Fosfomycin is most likely to cause nausea, headaches, dizziness, and diarrhea. Neurologic and psychiatric disturbances such as peripheral neuropathy, psychosis, and depression have been associated with cycloserine.
Vancomycin may cause hypotension and flushing of the upper body condition, known as redman syndrome when given intravenously. Vancomycin can also cause ototoxicity, nephrotoxicity, and blood disorders, including neutropenia, in rare instances.
Bacitracin rarely causes side-effects other than minor skin irritation when used topically. However, nausea, vomiting, allergic reactions, and nephrotoxicity may occur when administered intravenously. So, in species of gram-positive or gram-negative bacteria or both, the antibiotics we discussed here are typically capable of disrupting cell wall synthesis. However, our antibiotic arsenal, the mycobacterial cell wall, presents a significant challenge to one more bacterial cell type.
Mycobacteria are highly pathogenic organisms that are responsible for tuberculosis and leprosy, which are deadly diseases. Moreover, for their ability to resist most antibiotics, mycobacteria are notorious. Their exceptionally impermeable cell wall is one of the main reasons for their strength. Five major components linked together make up the mycobacterial cell wall.
The inner plasma membrane, a thin layer of peptidoglycan and arabinogalactan, is surrounded by a thick layer of mycolic acid and an outer membrane-containing lipid. For the survival of mycobacteria, this cell wall is essential. Several antibiotics have been developed to disrupt its integrity. Well-known antituberculosis drugs, isoniazid and ethambutol, are the two agents thought to primarily target mycobacterial cell wall synthesis.

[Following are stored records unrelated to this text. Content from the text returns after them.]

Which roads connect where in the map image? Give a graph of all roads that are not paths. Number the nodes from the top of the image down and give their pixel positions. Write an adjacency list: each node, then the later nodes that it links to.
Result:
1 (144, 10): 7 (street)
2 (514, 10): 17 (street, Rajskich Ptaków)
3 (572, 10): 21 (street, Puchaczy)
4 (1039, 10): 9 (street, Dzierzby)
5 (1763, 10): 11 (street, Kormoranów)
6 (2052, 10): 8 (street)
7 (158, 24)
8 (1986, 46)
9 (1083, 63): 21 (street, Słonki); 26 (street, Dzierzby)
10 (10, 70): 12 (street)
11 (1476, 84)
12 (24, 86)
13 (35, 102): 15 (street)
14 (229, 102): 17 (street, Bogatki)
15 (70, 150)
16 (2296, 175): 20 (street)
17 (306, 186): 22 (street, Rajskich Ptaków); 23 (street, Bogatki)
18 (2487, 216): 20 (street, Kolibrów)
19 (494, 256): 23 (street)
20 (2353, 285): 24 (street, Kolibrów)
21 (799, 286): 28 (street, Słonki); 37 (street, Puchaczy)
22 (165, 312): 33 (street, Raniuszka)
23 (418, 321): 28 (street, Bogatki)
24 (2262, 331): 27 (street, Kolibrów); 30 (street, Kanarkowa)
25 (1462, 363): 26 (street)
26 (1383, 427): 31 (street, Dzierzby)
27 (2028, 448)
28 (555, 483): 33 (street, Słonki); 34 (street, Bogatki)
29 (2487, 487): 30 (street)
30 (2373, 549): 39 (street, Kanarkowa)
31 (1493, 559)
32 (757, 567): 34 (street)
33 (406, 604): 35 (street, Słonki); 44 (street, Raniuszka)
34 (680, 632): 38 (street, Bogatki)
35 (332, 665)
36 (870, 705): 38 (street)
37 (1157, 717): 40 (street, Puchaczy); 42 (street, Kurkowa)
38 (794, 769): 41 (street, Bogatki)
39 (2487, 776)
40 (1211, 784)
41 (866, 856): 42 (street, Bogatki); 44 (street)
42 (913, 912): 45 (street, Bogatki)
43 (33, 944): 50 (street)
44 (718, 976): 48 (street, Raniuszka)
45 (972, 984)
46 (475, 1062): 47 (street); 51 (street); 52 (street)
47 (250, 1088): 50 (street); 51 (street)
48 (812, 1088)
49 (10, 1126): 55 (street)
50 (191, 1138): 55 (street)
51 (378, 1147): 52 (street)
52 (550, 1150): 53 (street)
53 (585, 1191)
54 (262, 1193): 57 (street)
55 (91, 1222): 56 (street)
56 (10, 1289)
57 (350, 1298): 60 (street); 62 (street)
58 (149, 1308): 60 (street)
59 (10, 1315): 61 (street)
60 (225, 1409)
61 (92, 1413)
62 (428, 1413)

The Primary Action Mechanism
The first one, isoniazid, is a prodrug that must first be activated by a bacterial catalase-peroxidase enzyme called KatG upon entry into the cell. Isoniazid forms an adduct once activated in NADH, which then binds to the enoyl-acyl carrier protein reductase abbreviated as InhA and thereby inhibits it.
InhA is a type 2 fatty acid system that synthesizes mycolic acid by elongating long-chain fatty acids. Mycolic acid synthesis inhibition, in turn, leads to a loss of structural integrity and physiological function of the cell that ultimately results in the death of bacterial cells.
Inhibition of the membrane-associate enzyme called arabinosyl transferase EmbB appears to be the primary mode of action of ethambutol. This enzyme mediates arabinose polymerization, an essential component of the mycobacterial cell wall, into arabinogalactan.
The permeability of the cell wall increases due to this enzyme inhibition, enabling toxic substances to enter the cell. Isoniazid can cause hepatotoxicity and peripheral neuropathy when it comes to major side effects. Ethambutol optic neuritis can lead to vision loss.